THE WORK SHAPES YOUR LIFE IN WAYS YOU CAN’T SEE
If you stay loyal to The Work, its principles and keep it fed like some meaningful tamagotchi hanging around your neck, it grows you in ways you might never have expected. When you touch it, it touches you back and both are changed. This is in many ways why we commune with others and make work at all. For me art requires some level of community involvement. Not true for everyone but for me it’s an abiding principle. It’s why I turned away from the gallery world and chose publishing as a platform to do my work, primarily: More eyes, more audience, less segregation of viewers based on type and income level, etc… As a result it’s caused me to change how I see art, define it and view it. I am different t now than I was when I started working earnestly in art, and I am better for that change. The experiences later in my career have helped me be better at making The Work, and as a person. The Work has proven so many things about my belief in the Work that were previously just theory and hope and have dispelled some misconceptions I thought were bedrock true. They have made me a better father husband and friend and member of my community in ways I never expected and could never have achieved without it. The work you do will change you, it will and and should alter who you are what you want and where you go. If it isn’t you’re simply not doing it right.

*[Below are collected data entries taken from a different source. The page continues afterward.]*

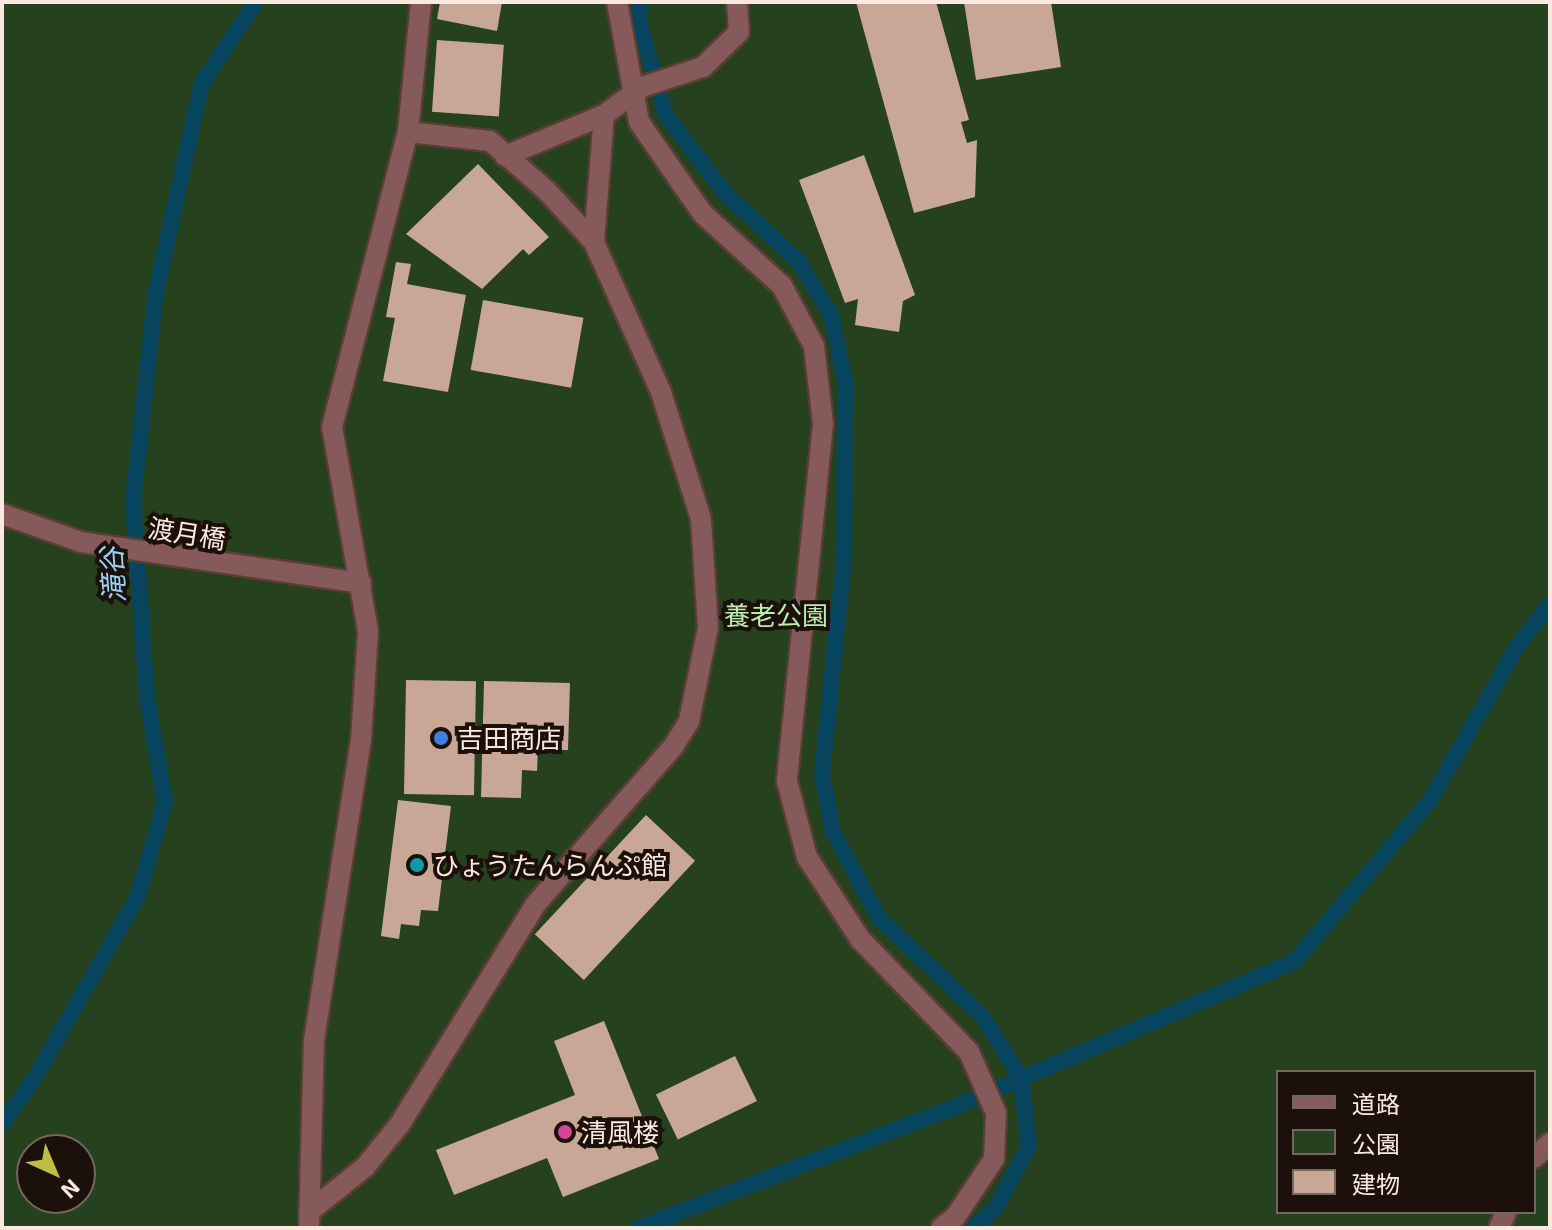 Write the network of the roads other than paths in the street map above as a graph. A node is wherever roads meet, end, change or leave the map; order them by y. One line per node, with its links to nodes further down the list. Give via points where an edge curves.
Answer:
1 (421, 2): 6 (street)
2 (617, 2): 4 (street)
3 (737, 2): 4 (street, via 739,32 703,67)
4 (637, 89): 5 (street); 12 (street, via 639,122 703,214 782,286 814,346 823,424 787,781 807,857 860,939 972,1058 996,1113 994,1159 956,1216)
5 (604, 115): 7 (street); 8 (street)
6 (408, 132): 7 (street, via 490,141); 10 (street, via 332,427)
7 (505, 156): 8 (street, via 546,190)
8 (594, 242): 11 (street, via 661,392 701,519 708,628 698,691 673,747 535,905 400,1124 365,1167)
9 (2, 514): 10 (street, 渡月橋, via 81,542)
10 (361, 583): 11 (street, via 368,631 361,740 314,1040)
11 (309, 1220)
12 (941, 1228) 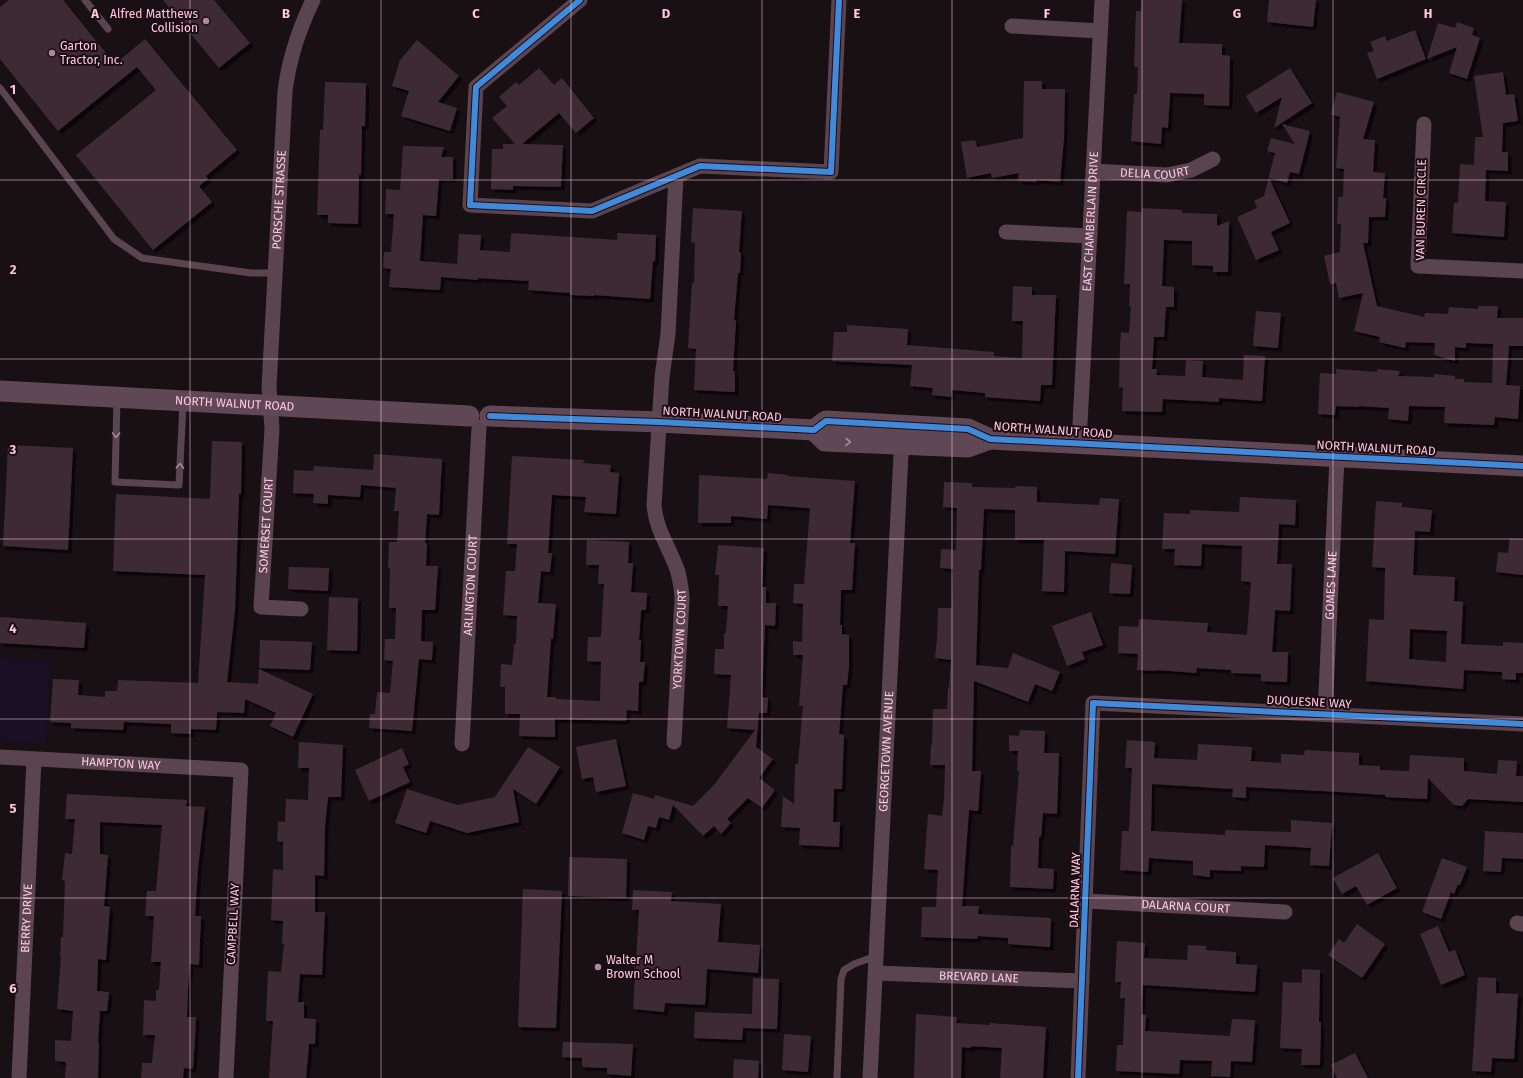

The Work may not bring you Happiness but it should bring you Joy. (Joy lasts longer, is a state of being rather than happiness’ fleeting and often costly virtues). At the end of the day Art is something we chose or more often, something we are chosen by. In today’s hyper-narcissistic world, it’s easy to lose the Work and our art in the image we ourselves feel compelled to broadcast. Making the Work not about you at all, is a sublime antidote to this syndrome, that let’s face it, does not bring a hell of a lot of joy or happiness. In art, perspective is all, and where you stand in relationship to it matters above all. It’s a choice you make on an individual level and finding that sweet spot is ultimately going to be a task you take on alone. Keep the Work in your sights and never wither from it, and it will change your life.
- Some of these photos, particularly the few from IMC may not be credited or properly credited- if you took these please let me know here and I can give them their property notation.
Very nice and honest message, Greg. I needed to read it today.
Thank you for it.
Glad it rung the right note!
Beautifully written. This could be a book, similar to Steven Pressfield’s The Artist’s Way. Great read. I’ll read it again.
High praise indeed- thanks!
Thank you for this Greg. You’ve articulated a way to look at our work that is much more cohesive than my customary approach. It is beautiful and I feel so helpful. I think many of us are a bit crippled with self-doubt. This approach gives our work some space to live and breath apart from us, as prone to jarring up and downs as we may be.
Distance can be a real asset- like pulling back from a painting you’re working on to see the whole space of it clearly. Artists getting in our own way is usually our biggest albatross we hang around our work and our progress. Tends to be our biggest impediment, glad to hear the article rang the right notes with you-
Thank you for this post, it really helped me a lot. I’ve been having trouble seeing the work as a positive thing lately, but this seemed to turn that thought pattern on it’s head and I’ve been excited about working more and more!
A bit late, but I really wanted to thank you for writing this post, as it made a lot of things finally click into place for me. Thanks for sharing your insight, and your dedication to the Work!